SOURCE MATERIAL =
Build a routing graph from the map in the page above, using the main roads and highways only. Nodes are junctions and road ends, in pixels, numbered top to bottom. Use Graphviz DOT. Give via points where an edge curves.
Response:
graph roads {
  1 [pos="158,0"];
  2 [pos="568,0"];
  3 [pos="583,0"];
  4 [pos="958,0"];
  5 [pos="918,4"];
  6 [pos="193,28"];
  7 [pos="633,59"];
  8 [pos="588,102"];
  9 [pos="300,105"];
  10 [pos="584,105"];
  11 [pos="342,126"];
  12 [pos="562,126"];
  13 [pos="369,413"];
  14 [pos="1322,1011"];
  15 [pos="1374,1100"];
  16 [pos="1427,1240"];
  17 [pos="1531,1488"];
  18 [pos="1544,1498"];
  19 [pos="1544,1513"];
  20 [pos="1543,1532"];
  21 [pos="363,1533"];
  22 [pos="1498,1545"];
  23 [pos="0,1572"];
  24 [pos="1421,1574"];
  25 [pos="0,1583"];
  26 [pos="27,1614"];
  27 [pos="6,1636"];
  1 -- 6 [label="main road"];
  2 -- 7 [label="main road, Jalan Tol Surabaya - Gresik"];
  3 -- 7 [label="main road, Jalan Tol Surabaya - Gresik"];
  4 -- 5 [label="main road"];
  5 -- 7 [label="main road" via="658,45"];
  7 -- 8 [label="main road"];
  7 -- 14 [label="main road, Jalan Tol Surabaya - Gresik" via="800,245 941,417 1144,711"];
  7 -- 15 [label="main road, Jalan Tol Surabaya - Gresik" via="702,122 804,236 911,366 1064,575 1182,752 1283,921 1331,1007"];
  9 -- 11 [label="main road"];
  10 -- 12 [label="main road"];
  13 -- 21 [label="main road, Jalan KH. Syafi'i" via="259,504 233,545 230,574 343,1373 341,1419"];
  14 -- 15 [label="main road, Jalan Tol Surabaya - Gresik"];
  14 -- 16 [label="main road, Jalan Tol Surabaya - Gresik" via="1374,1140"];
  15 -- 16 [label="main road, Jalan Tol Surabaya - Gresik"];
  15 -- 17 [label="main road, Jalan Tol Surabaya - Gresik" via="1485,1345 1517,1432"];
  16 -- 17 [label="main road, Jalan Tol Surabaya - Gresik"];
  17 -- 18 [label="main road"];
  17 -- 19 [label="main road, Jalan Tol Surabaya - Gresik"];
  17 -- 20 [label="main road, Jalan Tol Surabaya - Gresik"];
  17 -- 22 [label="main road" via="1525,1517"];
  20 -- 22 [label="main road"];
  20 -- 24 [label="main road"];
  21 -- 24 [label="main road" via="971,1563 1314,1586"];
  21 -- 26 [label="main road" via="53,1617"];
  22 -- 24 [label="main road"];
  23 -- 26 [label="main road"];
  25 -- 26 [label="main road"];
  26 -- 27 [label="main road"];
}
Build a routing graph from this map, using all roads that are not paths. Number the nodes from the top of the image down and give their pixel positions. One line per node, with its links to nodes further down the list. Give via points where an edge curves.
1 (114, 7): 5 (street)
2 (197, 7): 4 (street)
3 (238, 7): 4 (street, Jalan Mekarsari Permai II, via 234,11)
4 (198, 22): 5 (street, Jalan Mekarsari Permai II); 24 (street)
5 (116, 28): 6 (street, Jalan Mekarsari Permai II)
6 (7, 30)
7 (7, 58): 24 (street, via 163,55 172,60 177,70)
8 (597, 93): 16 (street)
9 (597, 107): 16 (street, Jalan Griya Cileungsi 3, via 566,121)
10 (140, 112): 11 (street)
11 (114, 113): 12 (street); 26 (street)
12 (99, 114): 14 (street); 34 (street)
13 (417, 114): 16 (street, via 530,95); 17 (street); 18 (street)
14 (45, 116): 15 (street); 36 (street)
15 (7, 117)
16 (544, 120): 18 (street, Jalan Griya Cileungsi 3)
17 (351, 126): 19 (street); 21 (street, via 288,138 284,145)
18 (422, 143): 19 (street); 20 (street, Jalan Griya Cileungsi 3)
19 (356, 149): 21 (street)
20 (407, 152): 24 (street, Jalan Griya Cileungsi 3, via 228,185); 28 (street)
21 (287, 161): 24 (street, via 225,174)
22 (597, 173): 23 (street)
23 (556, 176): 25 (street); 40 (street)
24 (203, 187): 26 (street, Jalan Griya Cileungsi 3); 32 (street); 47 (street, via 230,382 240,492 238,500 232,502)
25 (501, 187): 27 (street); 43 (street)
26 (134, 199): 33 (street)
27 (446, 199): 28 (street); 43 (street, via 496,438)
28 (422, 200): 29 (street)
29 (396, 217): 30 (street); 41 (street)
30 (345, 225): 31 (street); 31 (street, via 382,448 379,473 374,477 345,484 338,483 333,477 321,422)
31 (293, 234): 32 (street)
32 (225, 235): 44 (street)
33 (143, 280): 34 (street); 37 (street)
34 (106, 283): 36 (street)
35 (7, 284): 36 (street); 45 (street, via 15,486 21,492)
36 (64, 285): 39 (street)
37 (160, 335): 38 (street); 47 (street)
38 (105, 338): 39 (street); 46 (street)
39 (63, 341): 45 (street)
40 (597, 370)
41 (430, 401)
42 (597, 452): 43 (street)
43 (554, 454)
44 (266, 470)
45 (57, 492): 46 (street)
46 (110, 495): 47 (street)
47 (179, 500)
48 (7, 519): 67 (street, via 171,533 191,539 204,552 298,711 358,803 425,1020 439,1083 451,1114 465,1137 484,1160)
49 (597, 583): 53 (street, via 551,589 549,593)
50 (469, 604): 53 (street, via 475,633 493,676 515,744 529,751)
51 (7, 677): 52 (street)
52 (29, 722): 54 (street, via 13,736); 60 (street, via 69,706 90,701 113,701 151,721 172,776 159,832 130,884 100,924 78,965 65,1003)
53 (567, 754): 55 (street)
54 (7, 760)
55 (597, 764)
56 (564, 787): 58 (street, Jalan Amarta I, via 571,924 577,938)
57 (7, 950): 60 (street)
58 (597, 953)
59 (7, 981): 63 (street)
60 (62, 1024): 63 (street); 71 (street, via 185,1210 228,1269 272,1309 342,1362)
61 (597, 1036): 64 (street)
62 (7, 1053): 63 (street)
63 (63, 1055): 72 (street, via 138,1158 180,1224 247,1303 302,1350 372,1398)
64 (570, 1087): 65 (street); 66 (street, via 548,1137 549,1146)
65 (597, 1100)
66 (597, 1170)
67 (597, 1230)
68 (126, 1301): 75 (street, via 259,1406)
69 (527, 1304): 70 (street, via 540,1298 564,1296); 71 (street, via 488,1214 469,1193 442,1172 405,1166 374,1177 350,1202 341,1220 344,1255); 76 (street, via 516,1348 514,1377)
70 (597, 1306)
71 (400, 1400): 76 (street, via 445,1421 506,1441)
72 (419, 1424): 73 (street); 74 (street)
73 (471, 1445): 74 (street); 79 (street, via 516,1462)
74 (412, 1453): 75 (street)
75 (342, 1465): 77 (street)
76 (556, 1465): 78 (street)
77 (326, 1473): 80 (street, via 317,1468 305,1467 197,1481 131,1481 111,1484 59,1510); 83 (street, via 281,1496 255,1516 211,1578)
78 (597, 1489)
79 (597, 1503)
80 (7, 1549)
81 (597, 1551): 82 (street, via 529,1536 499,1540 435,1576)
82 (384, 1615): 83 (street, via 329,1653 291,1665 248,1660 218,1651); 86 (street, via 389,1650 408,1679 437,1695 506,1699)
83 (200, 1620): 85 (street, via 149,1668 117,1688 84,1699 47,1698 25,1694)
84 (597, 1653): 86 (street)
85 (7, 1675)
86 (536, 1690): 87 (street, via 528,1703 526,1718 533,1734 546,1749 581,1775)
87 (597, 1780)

ASSIGNED TASK = Which lines above hold the string "Permai"? Please copy all of them.

RESPONSE TO THE EXERCISE =
3 (238, 7): 4 (street, Jalan Mekarsari Permai II, via 234,11)
4 (198, 22): 5 (street, Jalan Mekarsari Permai II); 24 (street)
5 (116, 28): 6 (street, Jalan Mekarsari Permai II)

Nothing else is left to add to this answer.